# How to Determine the Range of Strong and Weak Interaction

by Primroses
Tags: determine, interaction, range, strong, weak
 P: 3 How can we determine the ranges of strong interactions and weak interactions? Can calculations of relevant scattering cross sections do this? Thanks.
 Homework Sci Advisor HW Helper Thanks P: 12,961 The ballpark-range can be worked out by putting the rest-mass energy of the mediating boson into the HUP relations. It can be checked impirically by working out the crossection as a function of range.
 Sci Advisor HW Helper PF Gold P: 2,015 The range of weak interactions is of the order of 1/M_W~.02 fm. The range of strong interactions between baryons is of the order of 1/m_pi~1 fm. The range of strong interactions between quarks is due to gluon-gluon interactions, leading to a confining potential with a range of about 1 fm.
 Emeritus Sci Advisor PF Gold P: 5,597 How to Determine the Range of Strong and Weak Interaction I think the OP was asking how to determine these things experimentally, not how to predict them theoretically.
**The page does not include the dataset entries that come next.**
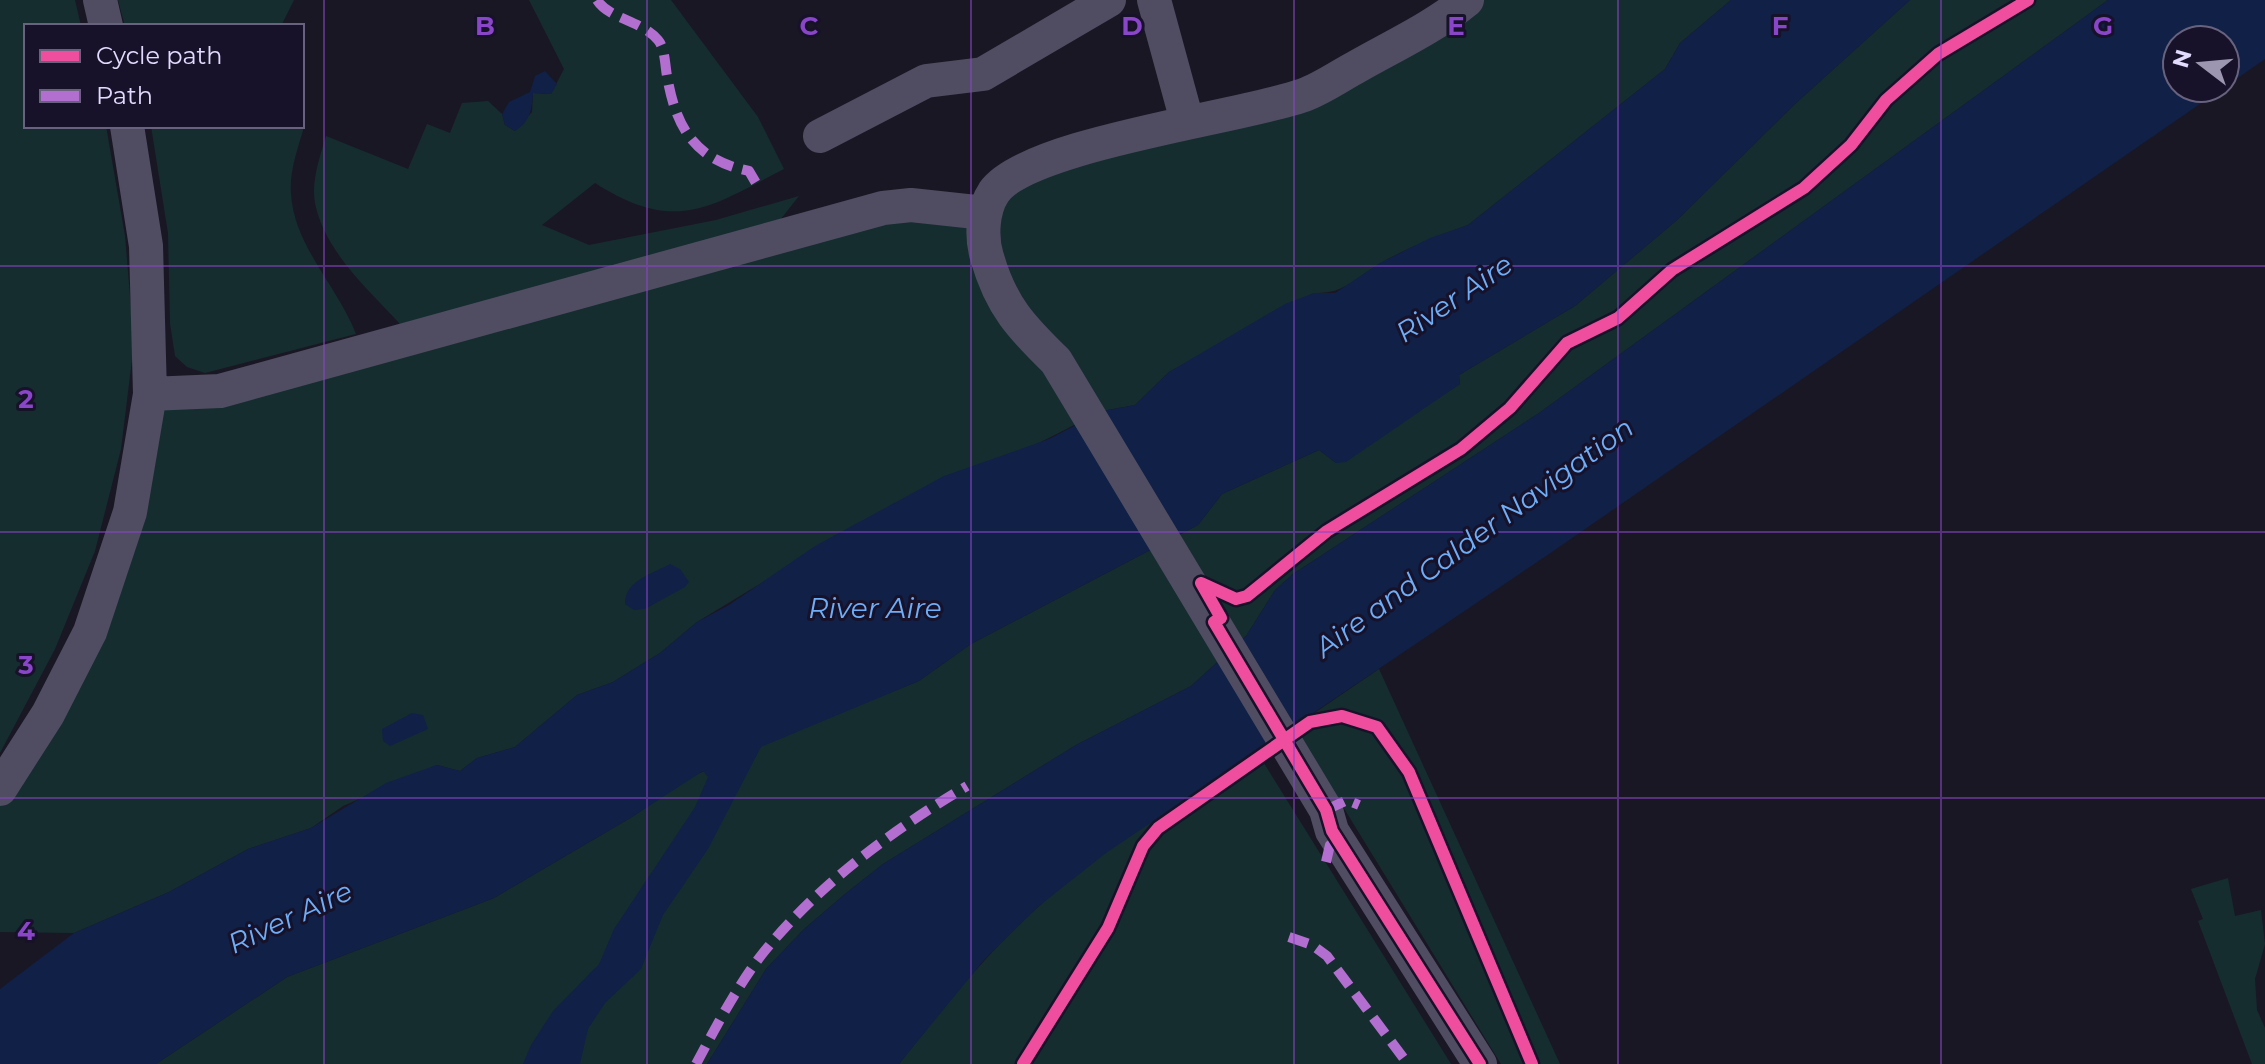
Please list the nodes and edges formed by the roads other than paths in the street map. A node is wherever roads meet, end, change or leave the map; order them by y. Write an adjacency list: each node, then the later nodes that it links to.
1 (100, 0): 5 (lane)
2 (1109, 0): 8 (lane)
3 (1154, 0): 6 (lane)
4 (1463, 1): 6 (lane)
5 (106, 24)
6 (1187, 121): 9 (lane)
7 (127, 128): 10 (lane)
8 (820, 136)
9 (985, 213): 10 (lane); 12 (lane)
10 (150, 394): 11 (lane)
11 (0, 789)
12 (1480, 1064)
The answers to these questions are completely different depending on whether you're talking about the strong interaction between two nucleons and the strong interaction between two quarks. The latter interaction is usually modeled with an interaction that is of infinite range, and that gets *stronger* with distance. A very simple way to put an upper limit on the range of the strong force between nucleons is from the liquid drop model. The liquid drop model contains a surface tension term, and the fact that the liquid drop model does a good job of fitting nuclear binding energies tells us that this surface tension term is physically accurate. This implies that the range of the strong force is small compared to the diameter of nuclei. Re the question of how to put a lower limit on the range of the strong force, I'm not sure what it would even mean to hypothesize that the range of the strong force between two nucleons was less than about 1 fm, since nucleons themselves are fuzzy and about 1 fm in size.
 Homework Sci Advisor HW Helper Thanks P: 12,961 Someone interested in the experimental foundation of the strong force should probably start with Hideki Yukawa (Nobel Prize 1935). http://www.nobelprize.org/nobel_priz...awa-facts.html Somewhat accessible discussion: http://www.applet-magic.com/yukawa.htm Weak interaction is eluding me - it looks like it was more the accumulated general success of the model rather than any direct measurement. I think the key here would be to define what one would mean by the "range" of an interaction - i.e. what are you actually going to measure?